He is "known for his despise against minorities in Brazil, such as women, blacks and homosexuals, the presidential candidate, Jair Bolsonaro..." wrote the Brazilian journalist Luciana Rosa.
The "Women United Against Bolsonaro" Facebook group was created on August 30th, and now has a million members even though it is a closed group. According to local media, about 10,000 women join the group on a daily basis.
He is "known for his despise against minorities in Brazil, such as women, blacks and homosexuals, the presidential candidate, Jair Bolsonaro, will have a new challenge ahead: women," wrote the Brazilian journalist Luciana Rosa for the NODAL news network.
"A group destined to unite women from all over Brazil (and those living outside Brazil) against the advance and strengthening of machismo, misogyny and other types of prejudices represented by candidate Jair Bolsonaro and his constituents," is part of the group's description.
The presidential candidate, a former army captain, Jair Bolsonaro has shown misogyny, homophobia and racism in several speeches for a long time.
"It is no news to anyone that this election will be decided by women, it is proven that we don't support a machista candidate (...) As if that wasn't enough, the same candidate is also racist (...) And if you still think this is still little, the same candidate is also homophobic," Brazilian journalist Patricia Lelis wrote for the Forum magazine.
From the last polls published by Datafolha, 49 percent of women reject alt-right candidate Jair Bolsonaro, in a country where 52 percent of the electorate are women.
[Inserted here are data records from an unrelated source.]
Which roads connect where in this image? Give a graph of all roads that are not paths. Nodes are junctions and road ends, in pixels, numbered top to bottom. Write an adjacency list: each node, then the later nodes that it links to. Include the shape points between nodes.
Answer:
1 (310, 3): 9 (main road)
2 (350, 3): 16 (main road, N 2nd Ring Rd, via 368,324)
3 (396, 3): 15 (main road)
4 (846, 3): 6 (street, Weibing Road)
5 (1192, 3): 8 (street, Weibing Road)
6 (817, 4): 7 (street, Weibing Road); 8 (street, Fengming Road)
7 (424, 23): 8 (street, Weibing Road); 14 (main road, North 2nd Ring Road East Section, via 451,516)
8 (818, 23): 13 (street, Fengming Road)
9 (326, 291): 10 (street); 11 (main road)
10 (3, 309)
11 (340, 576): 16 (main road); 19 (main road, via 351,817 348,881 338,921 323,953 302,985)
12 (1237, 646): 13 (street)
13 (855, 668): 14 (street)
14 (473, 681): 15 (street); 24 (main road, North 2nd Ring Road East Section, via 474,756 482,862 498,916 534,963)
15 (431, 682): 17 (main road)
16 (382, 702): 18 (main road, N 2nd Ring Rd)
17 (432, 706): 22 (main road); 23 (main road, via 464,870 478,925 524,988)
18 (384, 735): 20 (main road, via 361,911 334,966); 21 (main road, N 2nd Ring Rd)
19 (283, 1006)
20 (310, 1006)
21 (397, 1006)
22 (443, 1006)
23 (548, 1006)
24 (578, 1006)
The group "Women United Against Bolsonaro," reserved only for women, is strengthened by rejection for the former captain, and the belief that the "recognition of the strength of the union of us women can direct the future of this country! Welcome those who identify with the growth of this movement."
In the group, the women refer to Bolsonaro as the "unmentionable," and are against him and his candidacy. However, the group does not take the side of other parties, "because the group's goal is 'all against him," according to the established rules. The group does not serve as a propaganda vehicle for any other candidate, but rather a platform to fight against the far-right candidate.
"The 'Women United Against Bolsonaro' group is not just a movement that will stay on the internet. We go to the streets to protest against everything that disrespects us and takes away our rights," said Lelis. The next goal of the group is the organization of demonstrations, across the country, against misogyny which at this moment is mostly represented in the figure of Jair Bolsonaro.
Manuela D'avila, the Workers Party (PT) candidate for the vice-presidency and member of the Brazilian Communist Party (PCdoB), called on the public to join the group, "because women are those who suffer the impact of the crisis with greater intensity and we are used to that."
Bolsonaro, 63, is a far-right and U.S.-backed, candidate whose insults against gays and women, and his praise for the torturers of the 1964-85 dictatorship, have deepened Brazil's political divides.
In 2014, in the lower house of Congress, he told a leftist member, Maria do Rosario, that she "didn't deserve" to be raped, because of her looks.